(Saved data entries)
--------------------

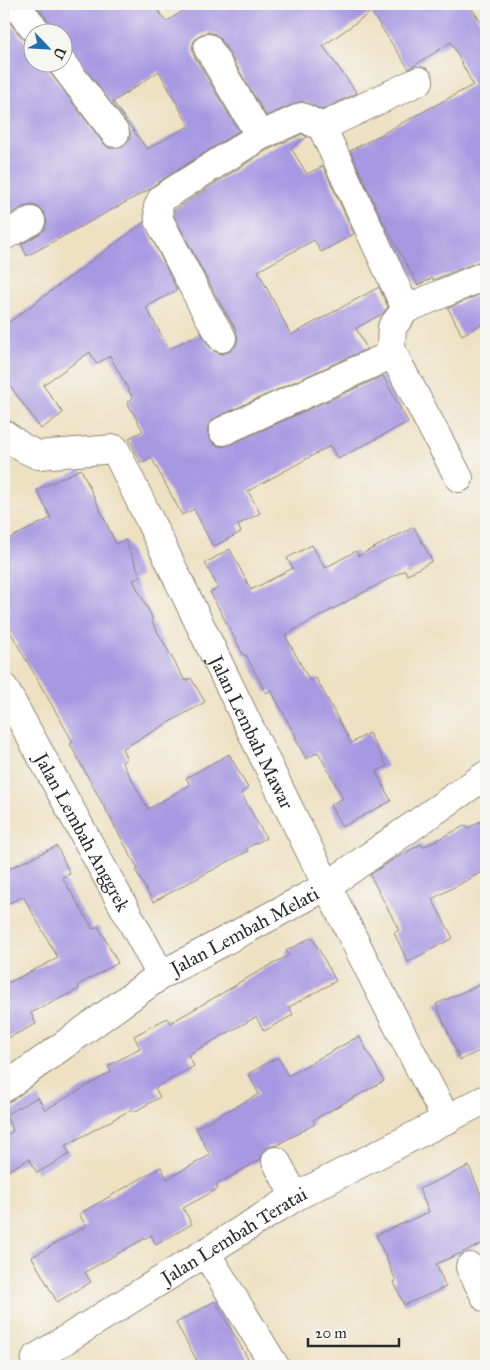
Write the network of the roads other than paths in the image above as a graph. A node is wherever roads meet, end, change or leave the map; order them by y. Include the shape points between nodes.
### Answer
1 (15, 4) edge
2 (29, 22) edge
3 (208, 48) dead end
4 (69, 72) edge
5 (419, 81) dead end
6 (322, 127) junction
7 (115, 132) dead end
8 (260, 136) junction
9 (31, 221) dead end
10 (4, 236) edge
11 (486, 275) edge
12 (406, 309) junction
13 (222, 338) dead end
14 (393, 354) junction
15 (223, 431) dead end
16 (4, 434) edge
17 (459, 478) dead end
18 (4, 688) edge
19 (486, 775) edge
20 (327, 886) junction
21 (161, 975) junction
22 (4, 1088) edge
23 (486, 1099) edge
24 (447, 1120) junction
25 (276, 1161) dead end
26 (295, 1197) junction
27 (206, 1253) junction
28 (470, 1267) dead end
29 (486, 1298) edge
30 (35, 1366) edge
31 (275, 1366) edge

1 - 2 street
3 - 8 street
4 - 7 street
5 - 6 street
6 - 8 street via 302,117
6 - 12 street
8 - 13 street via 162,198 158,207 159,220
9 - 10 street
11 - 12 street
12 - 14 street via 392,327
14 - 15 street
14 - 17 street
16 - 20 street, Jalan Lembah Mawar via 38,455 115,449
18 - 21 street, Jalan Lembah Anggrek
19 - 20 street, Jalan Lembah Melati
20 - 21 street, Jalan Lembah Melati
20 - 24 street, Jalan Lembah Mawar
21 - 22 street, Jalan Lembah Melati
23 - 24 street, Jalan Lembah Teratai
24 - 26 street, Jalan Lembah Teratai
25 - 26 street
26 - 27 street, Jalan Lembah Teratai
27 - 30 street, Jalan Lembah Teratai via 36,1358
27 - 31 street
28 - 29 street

--------------------

What to do: List every line in the records above that contains the word "Melati".

Result of this exercise:
19 - 20 street, Jalan Lembah Melati
20 - 21 street, Jalan Lembah Melati
21 - 22 street, Jalan Lembah Melati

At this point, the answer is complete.